(RECORDS TO USE)

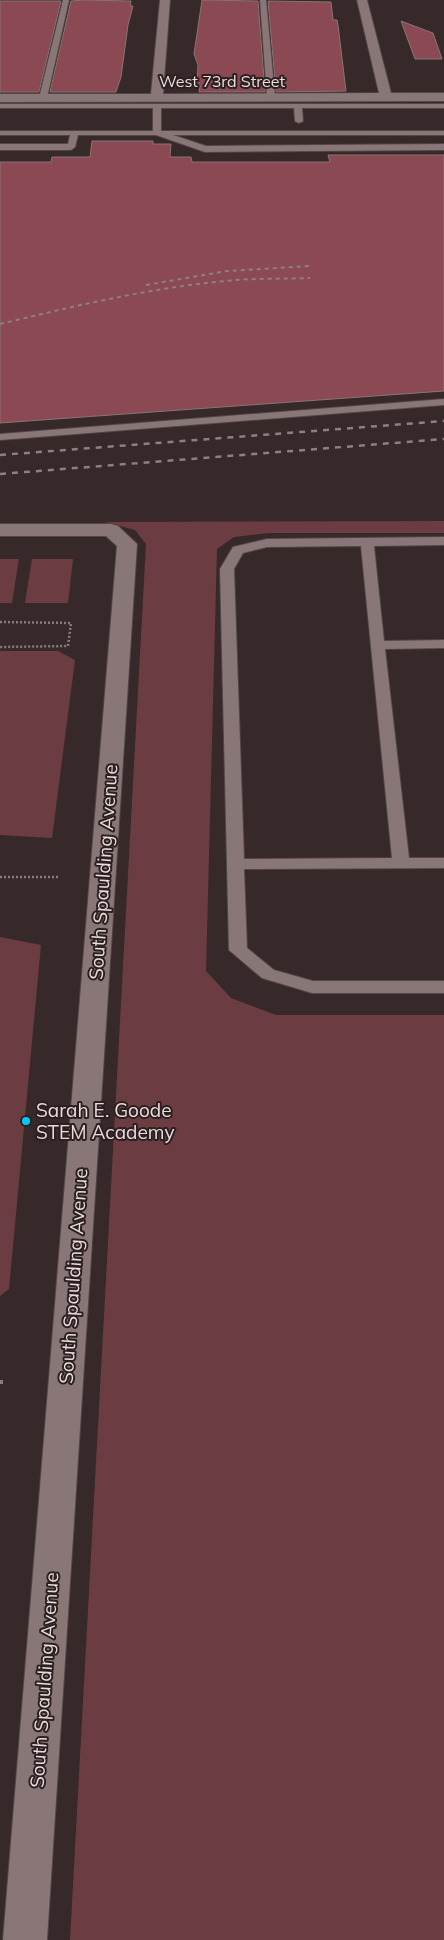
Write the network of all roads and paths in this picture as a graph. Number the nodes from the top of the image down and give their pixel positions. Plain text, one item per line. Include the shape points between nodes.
1 (66, 0) edge
2 (165, 0) edge
3 (263, 0) edge
4 (362, 0) edge
5 (270, 97) junction
6 (386, 97) junction
7 (444, 97) edge
8 (0, 98) edge
9 (43, 98) junction
10 (157, 102) junction
11 (0, 106) edge
12 (298, 106) junction
13 (444, 106) edge
14 (300, 121) junction
15 (309, 121) dead end
16 (0, 133) edge
17 (75, 133) junction
18 (157, 133) junction
19 (300, 133) junction
20 (444, 133) edge
21 (0, 147) edge
22 (301, 147) junction
23 (444, 147) edge
24 (444, 402) edge
25 (0, 437) edge
26 (0, 530) edge
27 (444, 541) edge
28 (367, 542) junction
29 (0, 622) edge
30 (378, 644) junction
31 (444, 644) edge
32 (0, 647) edge
33 (401, 863) junction
34 (444, 863) edge
35 (236, 864) junction
36 (0, 877) edge
37 (58, 877) dead end
38 (444, 987) edge
39 (25, 1940) edge

1 - 9 lane
2 - 10 street
3 - 5 lane
4 - 6 street
5 - 6 street, West 73rd Street
5 - 10 street, West 73rd Street
6 - 7 street, West 73rd Street
8 - 9 street, West 73rd Street
9 - 10 street, West 73rd Street
10 - 11 lane
10 - 12 lane
10 - 18 lane
12 - 13 lane
12 - 14 lane
14 - 15 lane
14 - 19 lane
16 - 17 lane
17 - 18 lane
17 - 21 lane via 71,146
18 - 19 lane
18 - 22 lane via 204,149
19 - 20 lane
19 - 22 lane
22 - 23 lane
24 - 25 lane
26 - 39 street, South Spaulding Avenue via 111,530 127,544
27 - 28 lane
28 - 30 lane
28 - 35 lane via 266,543 238,550 227,569
29 - 32 path via 72,623 68,646
30 - 31 lane
30 - 33 lane
33 - 34 lane
33 - 35 lane
35 - 38 lane via 238,950 268,974 312,987
36 - 37 path

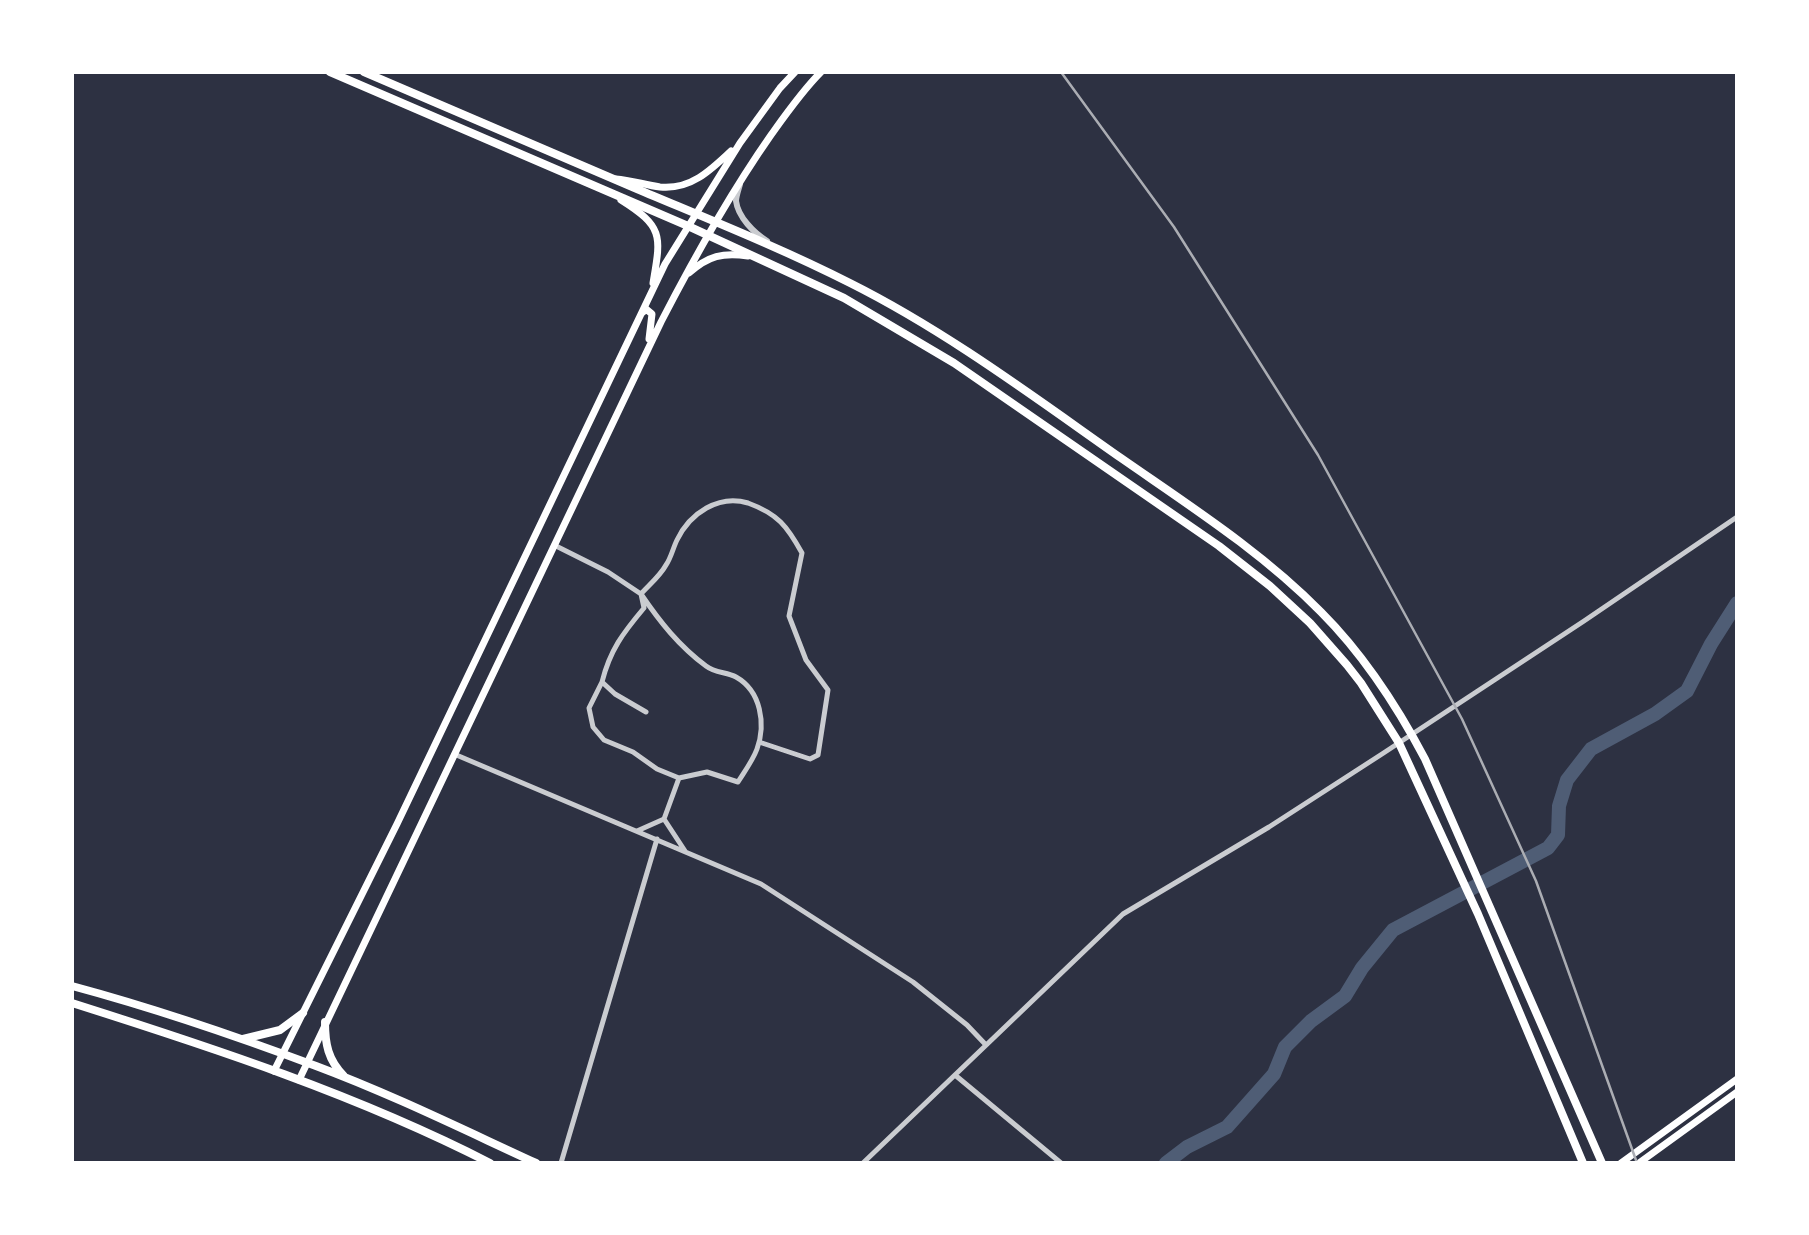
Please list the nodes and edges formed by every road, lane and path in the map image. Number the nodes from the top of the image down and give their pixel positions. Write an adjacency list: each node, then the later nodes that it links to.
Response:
1 (330, 72): 8 (main road)
2 (364, 72): 6 (main road)
3 (795, 72): 5 (main road)
4 (821, 72): 7 (main road)
5 (740, 144): 6 (main road); 9 (main road)
6 (614, 179): 9 (main road)
7 (741, 179): 10 (main road); 13 (street)
8 (609, 192): 11 (main road); 16 (main road)
9 (695, 213): 10 (main road); 11 (main road)
10 (714, 222): 12 (main road); 13 (main road)
11 (688, 226): 12 (main road); 16 (main road)
12 (707, 235): 14 (main road); 15 (main road)
13 (780, 250): 24 (main road)
14 (757, 257): 15 (main road); 26 (main road)
15 (677, 291): 18 (main road)
16 (651, 293): 17 (main road)
17 (642, 314): 18 (main road); 35 (main road)
18 (646, 353): 20 (main road)
19 (1737, 517): 24 (street)
20 (554, 544): 21 (street); 27 (main road)
21 (641, 594): 22 (street); 25 (street); 25 (street)
22 (603, 682): 23 (street); 28 (street)
23 (646, 712)
24 (1412, 734): 26 (street); 53 (main road)
25 (759, 742): 28 (street)
26 (1399, 743): 38 (street); 52 (main road)
27 (454, 754): 30 (street); 36 (main road)
28 (679, 778): 29 (street)
29 (664, 819): 30 (street); 32 (street)
30 (637, 831): 31 (street)
31 (657, 839): 32 (street); 49 (street)
32 (685, 851): 38 (street)
33 (72, 986): 37 (main road)
34 (72, 1003): 41 (main road)
35 (303, 1013): 37 (main road); 39 (main road)
36 (325, 1022): 40 (main road); 43 (main road)
37 (241, 1040): 39 (main road)
38 (986, 1045): 42 (street)
39 (283, 1054): 40 (main road); 41 (main road)
40 (307, 1062): 43 (main road); 45 (main road)
41 (274, 1071): 45 (main road)
42 (955, 1075): 50 (street); 51 (street)
43 (346, 1078): 48 (main road)
44 (1737, 1079): 54 (main road)
45 (299, 1080): 47 (main road)
46 (1737, 1092): 55 (main road)
47 (490, 1163)
48 (536, 1163)
49 (561, 1163)
50 (863, 1163)
51 (1061, 1163)
52 (1583, 1163)
53 (1602, 1163)
54 (1621, 1163)
55 (1639, 1163)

(End RECORDS TO USE)

• **TASK GOAL**: All lines of the data that hold "positions" need to be copied.

• **RESULT**:
Write the network of all roads and paths in this picture as a graph. Number the nodes from the top of the image down and give their pixel positions. Plain text, one item per line. Include the shape points between nodes.
Please list the nodes and edges formed by every road, lane and path in the map image. Number the nodes from the top of the image down and give their pixel positions. Write an adjacency list: each node, then the later nodes that it links to.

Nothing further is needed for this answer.